The vast city block formerly known as the Carlton site stretches west from O’Connell Street to Moore Street, and north from Henry Street to Parnell Street.
It includes parts which have lain vacant and derelict for more than 40 years, according to The Irish Times, and is being developed under six separate planning applications.
UK property group Hammerson last June lodged three applications for a mixed retail, office and residential scheme on the site.
Two of the first three applications, which focus on Moore Street and Henry Street, and include residential, hotel, retail, restaurant and cafe as well as cultural uses, have now been approved by the council.
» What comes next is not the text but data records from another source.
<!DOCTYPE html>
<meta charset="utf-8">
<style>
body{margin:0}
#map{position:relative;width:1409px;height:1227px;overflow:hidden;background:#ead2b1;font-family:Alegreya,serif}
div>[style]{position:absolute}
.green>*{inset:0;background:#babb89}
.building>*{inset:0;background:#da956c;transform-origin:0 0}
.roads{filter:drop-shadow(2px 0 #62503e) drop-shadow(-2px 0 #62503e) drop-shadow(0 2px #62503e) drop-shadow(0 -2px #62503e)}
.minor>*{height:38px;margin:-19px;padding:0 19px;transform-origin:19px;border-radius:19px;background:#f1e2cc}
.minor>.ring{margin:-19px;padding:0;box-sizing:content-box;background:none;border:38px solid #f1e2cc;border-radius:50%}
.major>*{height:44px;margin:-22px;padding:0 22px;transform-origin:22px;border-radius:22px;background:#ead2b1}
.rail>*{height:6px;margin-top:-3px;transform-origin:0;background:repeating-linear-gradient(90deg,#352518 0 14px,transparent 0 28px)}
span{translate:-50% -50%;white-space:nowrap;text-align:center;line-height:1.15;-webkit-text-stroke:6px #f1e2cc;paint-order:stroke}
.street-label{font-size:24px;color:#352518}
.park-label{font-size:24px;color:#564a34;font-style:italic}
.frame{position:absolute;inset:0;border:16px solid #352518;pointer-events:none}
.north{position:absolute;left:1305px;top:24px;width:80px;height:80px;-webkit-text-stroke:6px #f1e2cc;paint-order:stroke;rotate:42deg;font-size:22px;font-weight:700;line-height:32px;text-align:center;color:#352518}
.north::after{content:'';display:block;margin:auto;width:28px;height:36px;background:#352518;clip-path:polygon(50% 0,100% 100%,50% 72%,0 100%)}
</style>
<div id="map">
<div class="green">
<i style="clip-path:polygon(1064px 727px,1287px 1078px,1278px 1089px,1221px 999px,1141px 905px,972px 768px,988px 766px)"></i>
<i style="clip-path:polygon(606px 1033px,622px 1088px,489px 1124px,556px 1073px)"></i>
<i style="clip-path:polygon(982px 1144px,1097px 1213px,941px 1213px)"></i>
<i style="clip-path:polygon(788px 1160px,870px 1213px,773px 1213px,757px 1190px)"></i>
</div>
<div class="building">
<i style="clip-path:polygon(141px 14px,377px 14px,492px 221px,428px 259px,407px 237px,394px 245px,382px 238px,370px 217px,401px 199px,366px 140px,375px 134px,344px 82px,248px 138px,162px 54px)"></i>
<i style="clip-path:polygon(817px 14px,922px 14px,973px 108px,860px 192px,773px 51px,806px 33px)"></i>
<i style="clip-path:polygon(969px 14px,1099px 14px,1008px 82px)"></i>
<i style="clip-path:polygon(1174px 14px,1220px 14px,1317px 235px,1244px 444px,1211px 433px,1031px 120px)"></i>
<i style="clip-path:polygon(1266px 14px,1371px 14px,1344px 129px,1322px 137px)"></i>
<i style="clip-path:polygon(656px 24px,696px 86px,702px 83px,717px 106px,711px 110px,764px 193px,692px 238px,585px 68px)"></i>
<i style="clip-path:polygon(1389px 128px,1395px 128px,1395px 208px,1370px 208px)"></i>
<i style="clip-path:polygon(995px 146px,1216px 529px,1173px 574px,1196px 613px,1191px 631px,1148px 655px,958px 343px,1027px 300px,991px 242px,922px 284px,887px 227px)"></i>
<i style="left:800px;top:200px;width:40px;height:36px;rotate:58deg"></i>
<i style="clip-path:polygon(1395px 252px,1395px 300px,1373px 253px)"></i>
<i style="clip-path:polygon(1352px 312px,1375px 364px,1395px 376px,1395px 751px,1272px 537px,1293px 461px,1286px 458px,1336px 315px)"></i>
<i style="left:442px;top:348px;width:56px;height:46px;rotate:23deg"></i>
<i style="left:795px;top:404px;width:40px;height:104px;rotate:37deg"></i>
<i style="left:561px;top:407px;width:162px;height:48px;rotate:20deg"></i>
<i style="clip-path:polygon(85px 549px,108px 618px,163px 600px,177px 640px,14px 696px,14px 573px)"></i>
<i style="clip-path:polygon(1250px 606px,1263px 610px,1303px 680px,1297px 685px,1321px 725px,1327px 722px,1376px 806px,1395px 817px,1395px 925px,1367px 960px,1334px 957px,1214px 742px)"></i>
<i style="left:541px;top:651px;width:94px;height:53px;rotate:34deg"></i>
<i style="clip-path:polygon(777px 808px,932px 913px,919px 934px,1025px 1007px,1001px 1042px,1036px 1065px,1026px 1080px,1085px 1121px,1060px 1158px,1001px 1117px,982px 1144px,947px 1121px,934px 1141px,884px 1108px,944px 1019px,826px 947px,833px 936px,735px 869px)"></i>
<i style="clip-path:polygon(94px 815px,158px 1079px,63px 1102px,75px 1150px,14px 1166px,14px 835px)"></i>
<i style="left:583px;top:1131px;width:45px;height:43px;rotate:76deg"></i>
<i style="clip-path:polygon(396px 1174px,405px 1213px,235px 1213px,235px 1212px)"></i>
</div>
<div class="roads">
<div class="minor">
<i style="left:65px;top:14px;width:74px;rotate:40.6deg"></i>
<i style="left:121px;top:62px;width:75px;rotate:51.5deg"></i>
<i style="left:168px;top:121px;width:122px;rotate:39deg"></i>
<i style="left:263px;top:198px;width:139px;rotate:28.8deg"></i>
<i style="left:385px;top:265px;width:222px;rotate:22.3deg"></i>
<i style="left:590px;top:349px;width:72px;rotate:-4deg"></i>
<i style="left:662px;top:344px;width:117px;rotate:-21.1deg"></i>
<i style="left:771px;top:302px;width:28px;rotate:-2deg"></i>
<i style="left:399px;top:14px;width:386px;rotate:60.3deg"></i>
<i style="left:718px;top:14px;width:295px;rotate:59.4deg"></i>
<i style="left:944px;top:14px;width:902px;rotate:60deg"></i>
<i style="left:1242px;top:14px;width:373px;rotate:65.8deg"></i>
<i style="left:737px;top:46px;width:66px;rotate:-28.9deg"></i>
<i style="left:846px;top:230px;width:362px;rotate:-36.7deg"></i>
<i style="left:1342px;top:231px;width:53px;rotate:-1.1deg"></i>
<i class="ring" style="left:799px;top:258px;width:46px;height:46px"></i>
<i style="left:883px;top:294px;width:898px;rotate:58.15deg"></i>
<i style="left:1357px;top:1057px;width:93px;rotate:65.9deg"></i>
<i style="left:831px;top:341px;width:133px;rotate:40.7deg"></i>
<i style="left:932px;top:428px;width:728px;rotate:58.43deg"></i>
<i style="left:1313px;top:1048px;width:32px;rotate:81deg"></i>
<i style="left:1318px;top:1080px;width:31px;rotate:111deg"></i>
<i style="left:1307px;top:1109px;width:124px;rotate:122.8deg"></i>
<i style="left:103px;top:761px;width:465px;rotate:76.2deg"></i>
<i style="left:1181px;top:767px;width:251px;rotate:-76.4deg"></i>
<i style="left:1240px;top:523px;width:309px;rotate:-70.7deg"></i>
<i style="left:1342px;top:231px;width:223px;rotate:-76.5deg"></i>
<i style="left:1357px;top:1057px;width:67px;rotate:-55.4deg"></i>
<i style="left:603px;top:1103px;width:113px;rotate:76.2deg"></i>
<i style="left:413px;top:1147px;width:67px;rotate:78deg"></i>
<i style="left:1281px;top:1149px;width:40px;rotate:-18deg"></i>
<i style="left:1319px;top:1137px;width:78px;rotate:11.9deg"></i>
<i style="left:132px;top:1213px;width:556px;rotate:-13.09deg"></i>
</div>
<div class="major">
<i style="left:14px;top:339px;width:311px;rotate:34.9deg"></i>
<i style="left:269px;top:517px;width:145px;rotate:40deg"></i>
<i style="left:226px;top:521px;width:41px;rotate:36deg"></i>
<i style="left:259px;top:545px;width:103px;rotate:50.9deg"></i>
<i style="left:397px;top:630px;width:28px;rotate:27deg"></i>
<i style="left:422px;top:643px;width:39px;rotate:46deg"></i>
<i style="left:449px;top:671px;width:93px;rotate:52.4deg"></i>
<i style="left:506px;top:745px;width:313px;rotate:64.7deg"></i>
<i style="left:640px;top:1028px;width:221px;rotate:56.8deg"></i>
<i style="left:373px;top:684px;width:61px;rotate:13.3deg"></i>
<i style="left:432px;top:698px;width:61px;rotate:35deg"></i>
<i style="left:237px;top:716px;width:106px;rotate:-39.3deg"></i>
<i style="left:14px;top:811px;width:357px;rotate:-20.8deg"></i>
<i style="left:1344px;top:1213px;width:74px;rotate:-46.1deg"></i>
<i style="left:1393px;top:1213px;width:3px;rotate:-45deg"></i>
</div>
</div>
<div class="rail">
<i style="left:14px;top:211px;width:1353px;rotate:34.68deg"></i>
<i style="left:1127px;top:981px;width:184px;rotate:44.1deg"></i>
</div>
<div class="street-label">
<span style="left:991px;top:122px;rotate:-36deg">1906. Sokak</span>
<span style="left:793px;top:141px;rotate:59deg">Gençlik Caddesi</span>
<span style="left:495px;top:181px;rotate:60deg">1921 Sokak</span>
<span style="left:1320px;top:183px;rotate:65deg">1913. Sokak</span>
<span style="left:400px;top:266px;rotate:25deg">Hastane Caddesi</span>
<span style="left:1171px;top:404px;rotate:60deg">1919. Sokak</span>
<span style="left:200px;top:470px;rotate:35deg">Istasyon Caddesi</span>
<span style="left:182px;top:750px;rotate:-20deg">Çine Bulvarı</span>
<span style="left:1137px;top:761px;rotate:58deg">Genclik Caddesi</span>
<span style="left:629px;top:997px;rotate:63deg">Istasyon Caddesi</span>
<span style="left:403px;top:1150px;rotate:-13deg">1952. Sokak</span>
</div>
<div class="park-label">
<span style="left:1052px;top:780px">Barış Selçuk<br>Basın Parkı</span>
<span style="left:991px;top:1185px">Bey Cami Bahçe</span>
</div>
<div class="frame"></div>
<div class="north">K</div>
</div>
For the third application, for a site towards the northern end of Moore Street at O’Rahilly Parade, the council has asked Hammerson to submit an amended daylight and sunlight analysis of the effect the development will have on neighbouring apartments.
Despite their approval, the first and second applications have proved controversial.
One involves the land surrounding the 1916 Rising National Monument buildings at 14-17 Moore Street. These State-owned buildings are due to be developed separately as a Rising Commemorative Centre costing €16.25 million.
The application surrounding this site was controversial as it proposed a large archway beside the national monument which broke up the Moore Street terrace.
Under conditions attached to the grant of permission, the archway must be reduced in scale and its detailing more closely aligned to 17 Moore Street.
The second approved application deals with buildings on Henry Street and the southern end of Moore Street.
It involves the construction of a nine-storey hotel and the demolition of two buildings: 38 Henry Street which will be replaced with a passageway and 41 Henry Street, at the corner of Moore Street, would be replaced with a new building.
The council received a large number of objections to the scheme, including from relatives of 1916 leaders, and it is likely the decisions will be appealed to An Bord Pleanála.